JAKARTA, EDISIINDONESIA.id — Komisi Pemberantasan Korupsi (KPK) tak bisa berbuat banyak usai undangannya tidak dihadiri Syahrul Yasin Limpo, Menteri Pertanian yang diagendakan akan diambil keterangannya sebagai saksi dalam kasus dugaan korupsi pada Kementerian yang dipimpin mantan Gubernur Sulawesi Selatan tersebut.

Kabar yang beredar, SYL sudah tak berada dalam negeri.
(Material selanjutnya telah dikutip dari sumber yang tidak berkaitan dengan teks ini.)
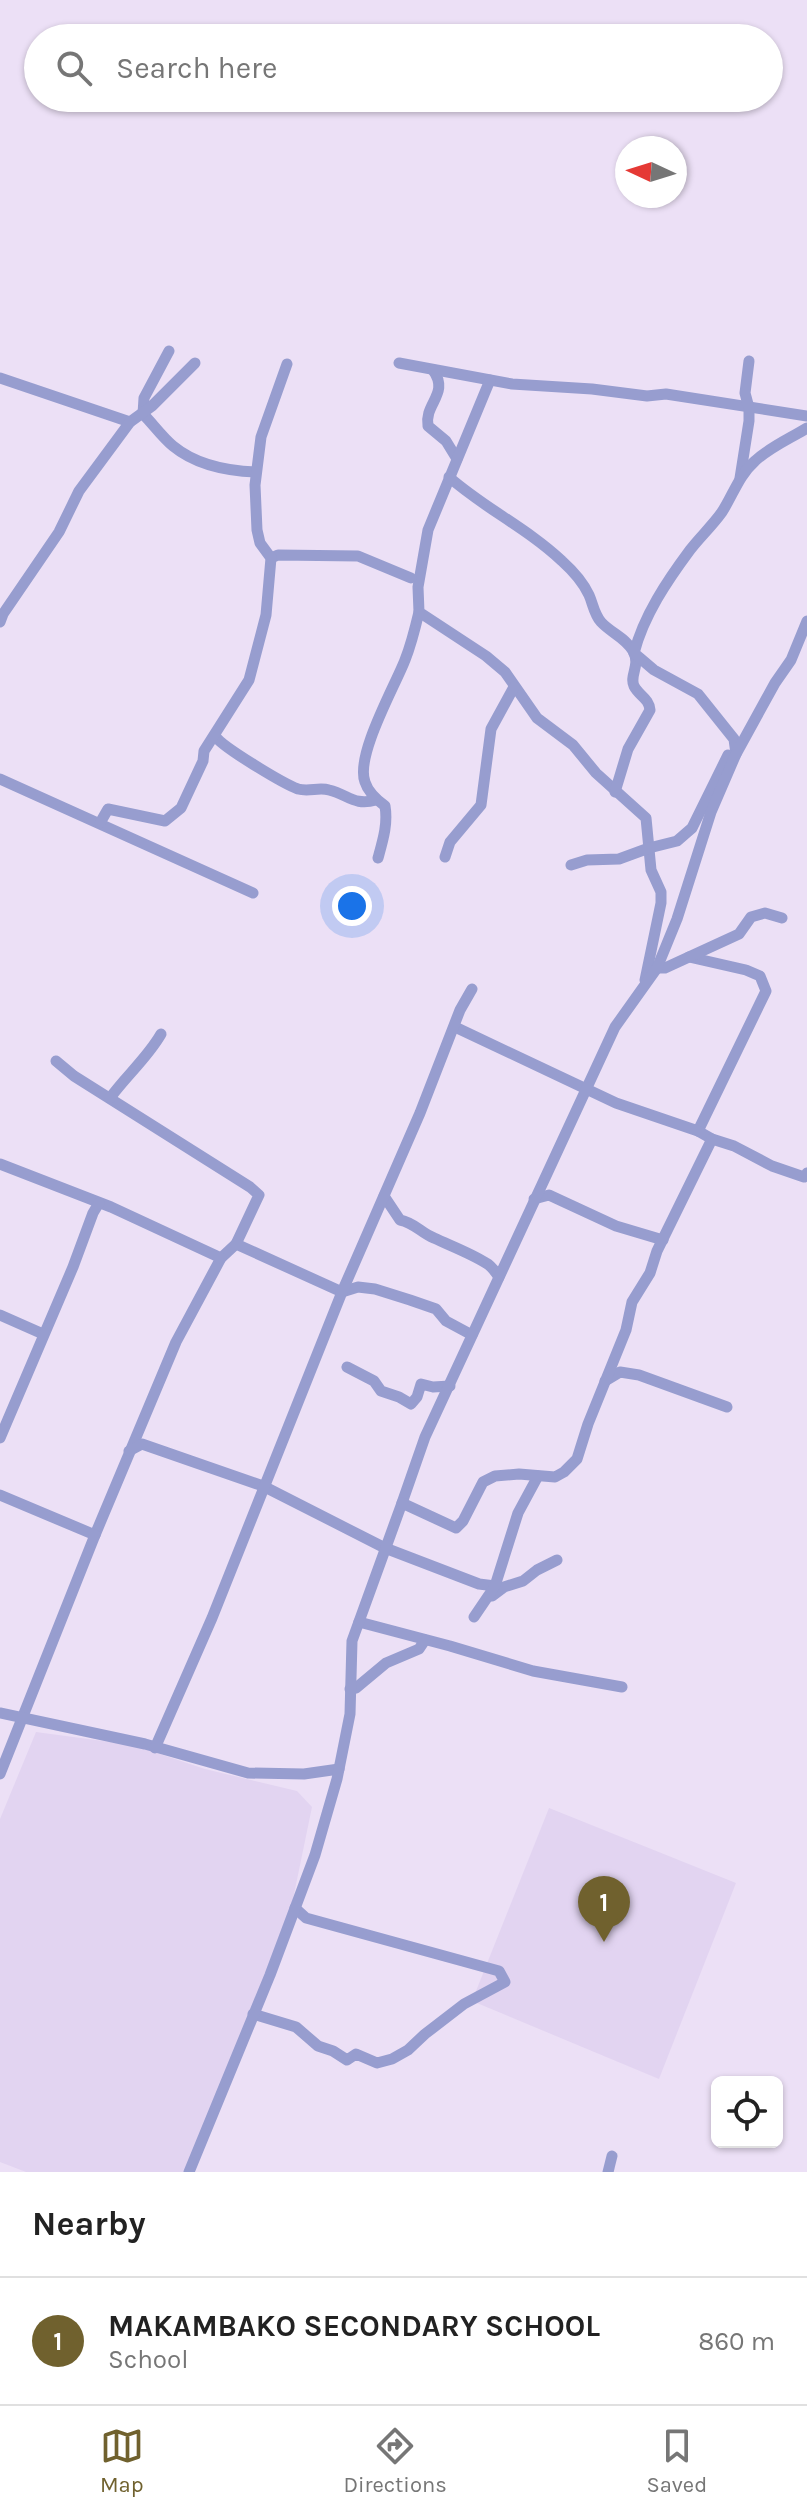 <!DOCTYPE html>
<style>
body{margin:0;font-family:Karla,sans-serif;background:#f2f2f2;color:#222}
.controls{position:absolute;right:24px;bottom:24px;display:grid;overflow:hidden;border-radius:12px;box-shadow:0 2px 6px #0004}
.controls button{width:72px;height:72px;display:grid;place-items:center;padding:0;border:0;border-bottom:2px solid #e0e0e0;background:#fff;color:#222;font:40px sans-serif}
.compass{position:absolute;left:615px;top:136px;width:72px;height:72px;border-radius:50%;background:#fff;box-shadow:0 2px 6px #0004;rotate:274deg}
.you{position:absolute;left:352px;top:906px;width:28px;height:28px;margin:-20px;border:6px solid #fff;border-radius:50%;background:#1a73e8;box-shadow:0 0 0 12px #1a73e833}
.badge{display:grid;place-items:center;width:52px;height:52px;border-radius:50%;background:#70612e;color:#fff;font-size:26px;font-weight:700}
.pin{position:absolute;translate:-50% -66px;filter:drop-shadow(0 2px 4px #0008)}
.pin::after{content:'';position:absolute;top:42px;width:28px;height:24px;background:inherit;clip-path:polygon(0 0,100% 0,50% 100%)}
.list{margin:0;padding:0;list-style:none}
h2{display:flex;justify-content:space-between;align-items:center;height:104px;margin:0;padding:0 32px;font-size:34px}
h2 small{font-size:26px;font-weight:400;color:#767676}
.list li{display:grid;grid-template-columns:52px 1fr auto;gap:24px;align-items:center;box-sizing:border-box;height:128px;padding:0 32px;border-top:2px solid #e0e0e0}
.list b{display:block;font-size:30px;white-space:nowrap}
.list p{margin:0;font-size:26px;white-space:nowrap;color:#767676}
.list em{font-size:26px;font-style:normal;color:#767676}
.icon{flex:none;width:44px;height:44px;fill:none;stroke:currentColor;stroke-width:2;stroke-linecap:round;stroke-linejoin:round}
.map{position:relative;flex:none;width:807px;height:2172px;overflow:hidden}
.search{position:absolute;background:#fff;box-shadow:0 2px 6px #0004;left:24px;right:24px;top:24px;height:88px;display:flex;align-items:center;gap:20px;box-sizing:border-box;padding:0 28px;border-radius:44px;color:#767676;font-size:30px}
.sheet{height:232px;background:#fff}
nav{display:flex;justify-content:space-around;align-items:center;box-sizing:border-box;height:112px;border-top:2px solid #e0e0e0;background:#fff;font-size:22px;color:#767676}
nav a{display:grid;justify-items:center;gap:4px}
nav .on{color:#70612e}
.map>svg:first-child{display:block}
</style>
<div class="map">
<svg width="807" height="2172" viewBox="0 0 807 2172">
<rect width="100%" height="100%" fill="#ece0f6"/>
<g fill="#e2d4f1">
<path d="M 36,1732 L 133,1745 L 205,1769 L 297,1791 L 312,1807 L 286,1933 L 189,2172 L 26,2172 L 0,2162 L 0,1819 Z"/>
<path d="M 549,1808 L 736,1883 L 659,2079 L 472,2001 Z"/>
</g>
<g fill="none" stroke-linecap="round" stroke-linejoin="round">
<g stroke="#979dcf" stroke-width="11">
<path d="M 169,351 L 144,398 L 143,414 C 153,424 162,437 173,446 C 196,465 227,471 256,472"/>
<path d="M 399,363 L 512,384 L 592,389 L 647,396 L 666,394 L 807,416"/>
<path d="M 433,370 C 450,394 424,403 428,426 L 446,441 L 457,459"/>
<path d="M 0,378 L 130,422"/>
<path d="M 490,380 L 428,530 L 418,587 L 419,612 L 486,656 L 505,672 L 537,718 L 573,745 L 596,773 L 646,818 L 651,870 L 661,892 L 661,903 L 645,980"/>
<path d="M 449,477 C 484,508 527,528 562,561 C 572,570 583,582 589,595 C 593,604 594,614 601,622 C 611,633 626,638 633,651 C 641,666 629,675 634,686 C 639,696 649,698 650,710 L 628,749 L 615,792"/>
<path d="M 740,478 L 749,421 L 749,408 L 745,393 L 749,361"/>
<path d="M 271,558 L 278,555 L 358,556 L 411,578"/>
<path d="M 0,622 L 3,614 L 59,532 L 79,491 L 130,422 L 152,406 L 195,363"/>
<path d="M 215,736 C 222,747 284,784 298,789 C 309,792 319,787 329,790 C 349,795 354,806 376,800"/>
<path d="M 736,754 L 734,739 L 698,694 L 654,670 L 634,653 C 644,615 667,581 690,550 C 700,537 712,526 722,512 C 733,495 739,475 755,461 C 770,447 789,439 807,428"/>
<path d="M 0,779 L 253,893"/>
<path d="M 100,823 L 108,809 L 165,821 L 181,808 L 203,761 L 204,751 L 249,680 L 266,615 L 271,558 L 260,543 L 257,530 L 255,485 L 261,437 L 287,364"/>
<path d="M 445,857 L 450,842 L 481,805 L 491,729 L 514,687"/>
<path d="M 378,858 C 383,840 388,824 385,806 C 377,800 368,792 365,782 C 355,756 395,686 405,660 C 411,645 415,629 419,612"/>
<path d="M 571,865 L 587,860 L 619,859 L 649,848 L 677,841 L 692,828 L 728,755"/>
<path d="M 689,957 L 746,970 L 760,976 L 766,991 L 698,1131"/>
<path d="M 657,968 L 665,968 L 739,934 L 751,917 L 765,913 L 782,918"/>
<path d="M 455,1027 L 616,1103 L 698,1131 L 712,1139"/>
<path d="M 56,1061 L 74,1076 L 250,1187 L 259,1195 L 236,1244 L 221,1258 L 176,1342 L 95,1535"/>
<path d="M 110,1098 C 126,1076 148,1057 161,1034"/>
<path d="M 0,1164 L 111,1207 L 221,1258"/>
<path d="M 384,1196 L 400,1220 C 415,1223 421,1233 434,1238 C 451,1246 470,1253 486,1263 C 492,1266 495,1272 499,1277"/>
<path d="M 534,1199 L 549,1195 L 616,1226 L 663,1240"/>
<path d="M 236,1244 L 342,1292 L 358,1287 L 375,1289 L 410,1300 L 436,1309 L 446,1321 L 472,1335"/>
<path d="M 0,1315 L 43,1334"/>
<path d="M 347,1367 L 374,1381 L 381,1391 L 399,1397 L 411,1404 L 417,1397 L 421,1384 L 433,1387 L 450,1386"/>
<path d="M 605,1381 L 620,1372 L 639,1375 L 727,1407"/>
<path d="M 0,1438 L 73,1267 L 93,1213 L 99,1203"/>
<path d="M 129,1451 L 142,1444 L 263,1486 L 385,1548 L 479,1584 L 495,1586"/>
<path d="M 0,1495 L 95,1535 L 0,1774"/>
<path d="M 402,1503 L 425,1437 L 615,1027 L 657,968 L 677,919 L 711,812 L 736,754 L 775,683 L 791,660 L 807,621"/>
<path d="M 492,1596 L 504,1587 L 523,1581 L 537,1570 L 557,1560"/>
<path d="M 474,1617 L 495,1586 L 518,1513 L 538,1476"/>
<path d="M 359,1622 L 450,1646 L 533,1671 L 622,1687"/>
<path d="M 350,1689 L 356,1688 L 386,1663 L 419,1649 L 425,1640"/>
<path d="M 0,1713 L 145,1744 L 248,1773 L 304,1774 L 339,1769"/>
<path d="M 155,1748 L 212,1618 L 342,1292 L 420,1113 L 460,1010 L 472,989"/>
<path d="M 253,2014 L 296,2027 L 318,2046 L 333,2051 L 347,2060 L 356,2054 L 377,2063 L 392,2059 L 408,2050 L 425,2034 L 464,2004 L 505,1982 L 499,1971 L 306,1918 L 295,1908"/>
<path d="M 189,2172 L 270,1975 L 315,1855 L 337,1779 L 350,1714 L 352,1641 L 402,1503 L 456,1528 L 463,1521 L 483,1482 L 495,1476 L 519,1474 L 555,1477 L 564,1472 L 577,1459 L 588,1424 L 626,1330 L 632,1302 L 650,1273 L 657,1251 L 712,1139 L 734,1146 L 772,1166 L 804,1177 L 807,1173"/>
<path d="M 608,2172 L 612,2156"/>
</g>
</g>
</svg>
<div class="controls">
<button><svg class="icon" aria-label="locate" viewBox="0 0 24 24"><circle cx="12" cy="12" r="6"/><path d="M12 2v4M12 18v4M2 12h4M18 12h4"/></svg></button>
</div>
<svg class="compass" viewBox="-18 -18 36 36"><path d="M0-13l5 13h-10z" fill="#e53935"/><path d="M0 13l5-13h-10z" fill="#767676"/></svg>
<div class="you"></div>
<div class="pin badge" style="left:604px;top:1942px">1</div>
<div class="search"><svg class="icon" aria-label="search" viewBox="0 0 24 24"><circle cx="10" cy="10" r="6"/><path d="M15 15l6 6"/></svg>Search here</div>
</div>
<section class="sheet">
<h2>Nearby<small></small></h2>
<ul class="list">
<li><span class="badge">1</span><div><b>MAKAMBAKO SECONDARY SCHOOL</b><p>School</p></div><em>860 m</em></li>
</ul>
</section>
<nav>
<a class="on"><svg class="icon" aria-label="map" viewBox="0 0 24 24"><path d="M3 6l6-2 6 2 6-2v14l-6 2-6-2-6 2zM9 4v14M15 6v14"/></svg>Map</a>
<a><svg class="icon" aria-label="directions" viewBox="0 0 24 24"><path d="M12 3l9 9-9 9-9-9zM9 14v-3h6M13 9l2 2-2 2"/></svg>Directions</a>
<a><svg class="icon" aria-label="saved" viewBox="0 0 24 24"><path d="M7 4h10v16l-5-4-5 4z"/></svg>Saved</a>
</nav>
Sehingga KPK hanya bisa melakukan penjadwalan ulang.

Hal itu dibenarkan Wakil Ketua KPK, Nurul Ghufron.

“Yang bersangkutan memberitahu KPK bahwa yang bersangkutan terjadwal kegiatan ke India,” kata Nurul Ghufron.

Adapun jadwal pemeriksaan ulang akan dilakukan ketika SYL sudah berada di Indonesia.

Kabar yang berkembang, penundaan dilakukan pada 27 Juni mendatang.

Tanggal tersebut ditetapkan sesuai dengan permintaan SYL pada KPK.

Dikutip dari Humas Kementerian Pertanian, Mentan SYL saat ini tangah menjalani tugas negara dalam rangka agenda G20 di India.

Hal inipun memunculkan sejumlah pertanyaan dari awak media. Mengapa pemeriksaan harus bertepatan dengan agenda internasional Negara?

Selain itu jika benar SYL memiliki keterlibatan besar dalam tindak pidana korupsi, mengapa KPK tak melakukan cekal?

Alih-alih begitu Ketua KPK, dilansir dari Fajar.co.id enggan berkomentar banyak perihal duduk perkara kasus yang dituduhkan ke Kementerian Pertanian.

“Pada saatnya KPK akan menyampaikan apa hasil penyelidikan-nya,” ujar Firli.

Sehari sebelumnya, KPK diberitakan telah mengeluarkan sebuah surat pemanggilan pada Syahrul Yasin Limpo.

SYL disebut akan dipanggil dalam kapasitasnya sebagai saksi dan akan dimintai keterangan soal kasus dugaan korupsi pada Kementerian Pertanian.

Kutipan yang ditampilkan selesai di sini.